==== Data shown

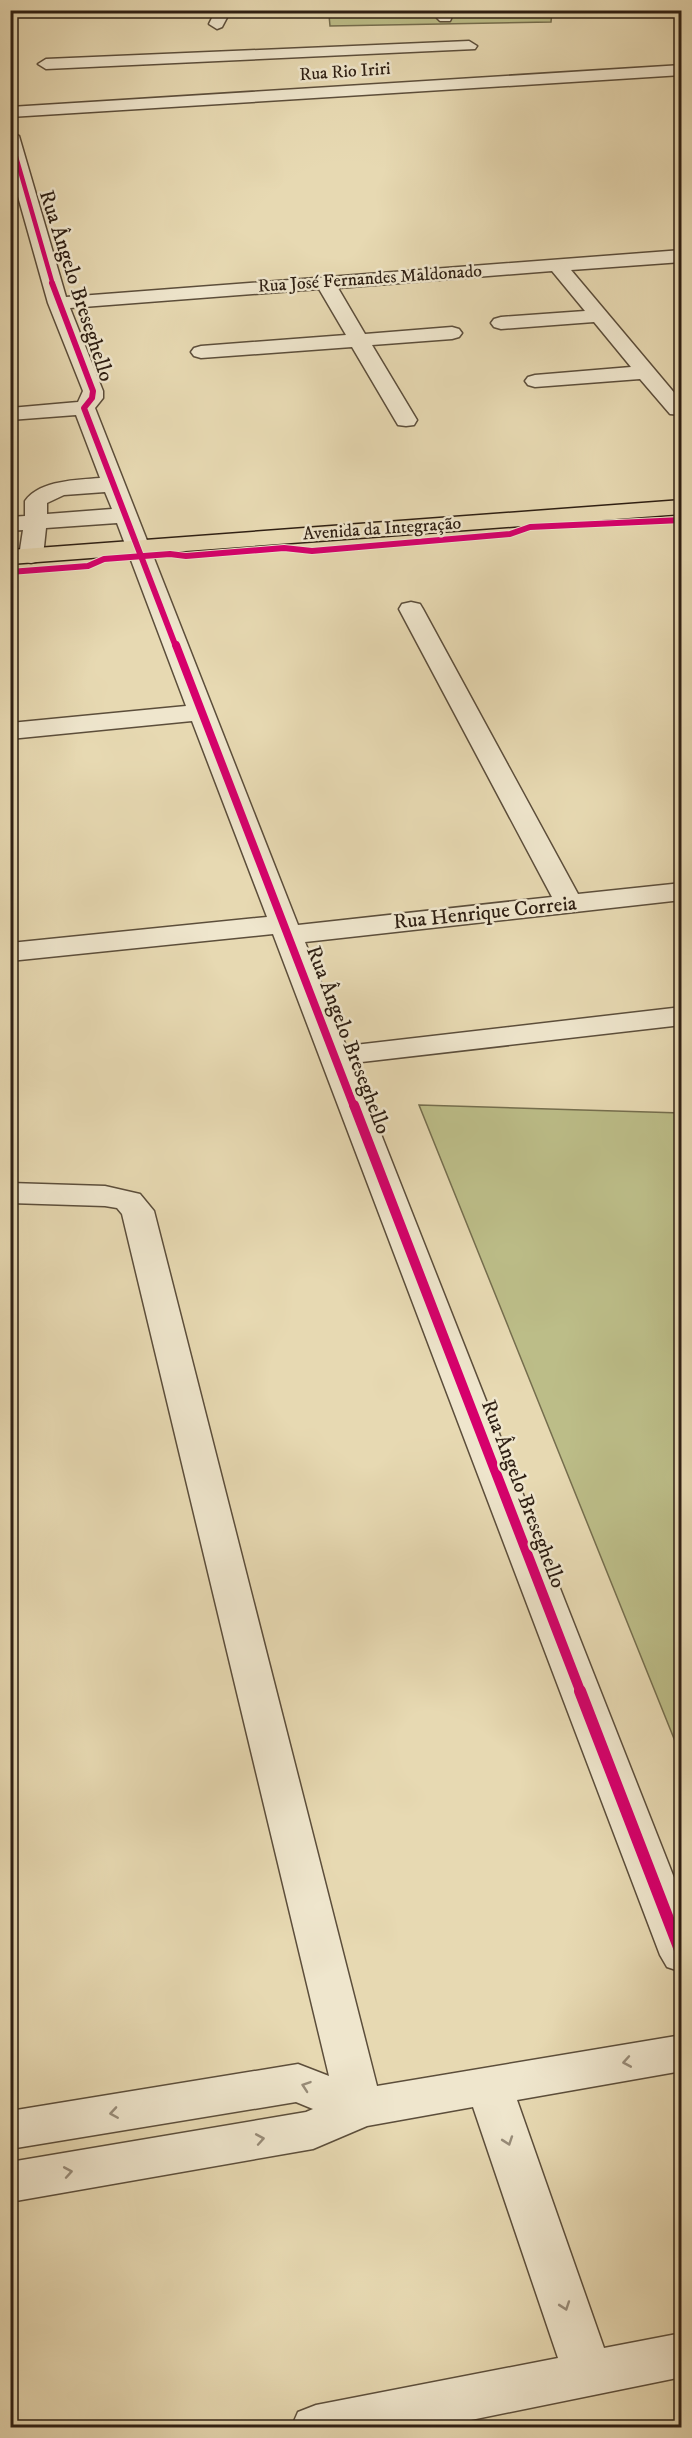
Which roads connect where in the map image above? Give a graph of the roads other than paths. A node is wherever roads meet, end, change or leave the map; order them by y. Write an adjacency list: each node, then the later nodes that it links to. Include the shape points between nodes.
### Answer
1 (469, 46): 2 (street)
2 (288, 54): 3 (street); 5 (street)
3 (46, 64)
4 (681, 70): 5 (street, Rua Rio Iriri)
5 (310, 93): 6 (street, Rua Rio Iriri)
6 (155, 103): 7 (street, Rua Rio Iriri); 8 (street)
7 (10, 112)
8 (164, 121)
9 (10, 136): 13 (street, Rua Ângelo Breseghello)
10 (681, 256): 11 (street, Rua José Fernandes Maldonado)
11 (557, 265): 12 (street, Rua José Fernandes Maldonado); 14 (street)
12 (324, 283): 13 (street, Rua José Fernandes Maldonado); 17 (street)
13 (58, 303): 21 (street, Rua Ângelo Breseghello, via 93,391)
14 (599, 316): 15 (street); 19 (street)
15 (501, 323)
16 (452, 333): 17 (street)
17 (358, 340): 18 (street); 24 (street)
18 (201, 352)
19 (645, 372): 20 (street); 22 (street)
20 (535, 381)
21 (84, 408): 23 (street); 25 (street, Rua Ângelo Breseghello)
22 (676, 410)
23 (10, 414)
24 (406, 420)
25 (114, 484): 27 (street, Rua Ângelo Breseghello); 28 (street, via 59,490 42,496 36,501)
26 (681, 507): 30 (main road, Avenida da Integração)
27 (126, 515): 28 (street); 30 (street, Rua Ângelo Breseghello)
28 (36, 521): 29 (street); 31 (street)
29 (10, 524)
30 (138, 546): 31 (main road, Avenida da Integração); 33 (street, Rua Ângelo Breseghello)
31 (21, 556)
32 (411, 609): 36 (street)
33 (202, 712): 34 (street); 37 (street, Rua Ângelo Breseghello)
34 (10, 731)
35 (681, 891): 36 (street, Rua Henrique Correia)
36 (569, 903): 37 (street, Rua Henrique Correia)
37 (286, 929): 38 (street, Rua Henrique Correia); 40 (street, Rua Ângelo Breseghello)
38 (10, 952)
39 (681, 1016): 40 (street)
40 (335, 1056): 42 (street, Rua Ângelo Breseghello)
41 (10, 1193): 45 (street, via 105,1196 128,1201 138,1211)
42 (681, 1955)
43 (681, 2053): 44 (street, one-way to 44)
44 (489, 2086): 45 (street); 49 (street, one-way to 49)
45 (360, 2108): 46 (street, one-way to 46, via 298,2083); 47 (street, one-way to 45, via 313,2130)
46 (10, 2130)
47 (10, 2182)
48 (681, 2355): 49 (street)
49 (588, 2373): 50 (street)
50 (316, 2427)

========

§ Assigned task: In case the records contain pictures, keep those out and repeat the rest exactly.

§ Written answer:
Which roads connect where in the map image above? Give a graph of the roads other than paths. A node is wherever roads meet, end, change or leave the map; order them by y. Write an adjacency list: each node, then the later nodes that it links to. Include the shape points between nodes.
### Answer
1 (469, 46): 2 (street)
2 (288, 54): 3 (street); 5 (street)
3 (46, 64)
4 (681, 70): 5 (street, Rua Rio Iriri)
5 (310, 93): 6 (street, Rua Rio Iriri)
6 (155, 103): 7 (street, Rua Rio Iriri); 8 (street)
7 (10, 112)
8 (164, 121)
9 (10, 136): 13 (street, Rua Ângelo Breseghello)
10 (681, 256): 11 (street, Rua José Fernandes Maldonado)
11 (557, 265): 12 (street, Rua José Fernandes Maldonado); 14 (street)
12 (324, 283): 13 (street, Rua José Fernandes Maldonado); 17 (street)
13 (58, 303): 21 (street, Rua Ângelo Breseghello, via 93,391)
14 (599, 316): 15 (street); 19 (street)
15 (501, 323)
16 (452, 333): 17 (street)
17 (358, 340): 18 (street); 24 (street)
18 (201, 352)
19 (645, 372): 20 (street); 22 (street)
20 (535, 381)
21 (84, 408): 23 (street); 25 (street, Rua Ângelo Breseghello)
22 (676, 410)
23 (10, 414)
24 (406, 420)
25 (114, 484): 27 (street, Rua Ângelo Breseghello); 28 (street, via 59,490 42,496 36,501)
26 (681, 507): 30 (main road, Avenida da Integração)
27 (126, 515): 28 (street); 30 (street, Rua Ângelo Breseghello)
28 (36, 521): 29 (street); 31 (street)
29 (10, 524)
30 (138, 546): 31 (main road, Avenida da Integração); 33 (street, Rua Ângelo Breseghello)
31 (21, 556)
32 (411, 609): 36 (street)
33 (202, 712): 34 (street); 37 (street, Rua Ângelo Breseghello)
34 (10, 731)
35 (681, 891): 36 (street, Rua Henrique Correia)
36 (569, 903): 37 (street, Rua Henrique Correia)
37 (286, 929): 38 (street, Rua Henrique Correia); 40 (street, Rua Ângelo Breseghello)
38 (10, 952)
39 (681, 1016): 40 (street)
40 (335, 1056): 42 (street, Rua Ângelo Breseghello)
41 (10, 1193): 45 (street, via 105,1196 128,1201 138,1211)
42 (681, 1955)
43 (681, 2053): 44 (street, one-way to 44)
44 (489, 2086): 45 (street); 49 (street, one-way to 49)
45 (360, 2108): 46 (street, one-way to 46, via 298,2083); 47 (street, one-way to 45, via 313,2130)
46 (10, 2130)
47 (10, 2182)
48 (681, 2355): 49 (street)
49 (588, 2373): 50 (street)
50 (316, 2427)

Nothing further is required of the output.